Altera_Forum · ‎05-10-2016

rockoff, if I understand correctly, you want to have a component that performs some computations on the pixel values so you want to avoid changing the control packets, right? If yes, then you can detect the start of packet input signal and then check the least for bits of data input. if they're "0000" then the next packet that will arrive is the pixel value. To give you an example:


 if DIN_SOP = '1' then
	if DIN_DATA(3 downto 0) ="0000" then
	      --set some signal to know that you're dealing with pixels next
                 data_pkt <= '1';

Hope this helps you a little

Altera_Forum · ‎05-10-2016

Hi Korn,

Thank you for this helpful reply.

Yes, I'm inserting pixel-processing components into a video pipeline. The new components must respect the VIP streaming protocol so that they'll interoperate correctly with VIP suite cores.

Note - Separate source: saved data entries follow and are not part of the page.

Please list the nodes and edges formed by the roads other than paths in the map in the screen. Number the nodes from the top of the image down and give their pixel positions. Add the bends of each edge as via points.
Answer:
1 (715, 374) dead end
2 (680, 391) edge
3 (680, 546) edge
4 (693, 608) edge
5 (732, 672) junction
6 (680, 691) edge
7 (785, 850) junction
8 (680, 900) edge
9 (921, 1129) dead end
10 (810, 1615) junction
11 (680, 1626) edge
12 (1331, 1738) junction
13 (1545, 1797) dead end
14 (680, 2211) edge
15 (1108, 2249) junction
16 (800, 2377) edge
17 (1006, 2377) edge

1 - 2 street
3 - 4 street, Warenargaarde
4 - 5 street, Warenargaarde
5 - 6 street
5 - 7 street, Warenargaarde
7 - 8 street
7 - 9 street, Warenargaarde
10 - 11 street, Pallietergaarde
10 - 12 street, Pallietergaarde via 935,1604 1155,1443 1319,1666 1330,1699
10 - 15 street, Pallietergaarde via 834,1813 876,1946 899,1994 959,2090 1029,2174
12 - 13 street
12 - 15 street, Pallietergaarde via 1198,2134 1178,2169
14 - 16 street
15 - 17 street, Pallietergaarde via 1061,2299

One way or another, we're required to implement a state machine to keep track of what just came in on din_data.

Indeed, checking the low-order nibble when SOP is asserted, as you suggest, is essential.

I'm wrestling with a simplest such state machine. Since every single IP core to be connected to a VIP suite core requires this logic, I'm surprised that there is no example in the VIP Suite User Guide or on the forum. Maybe I'm just missing it?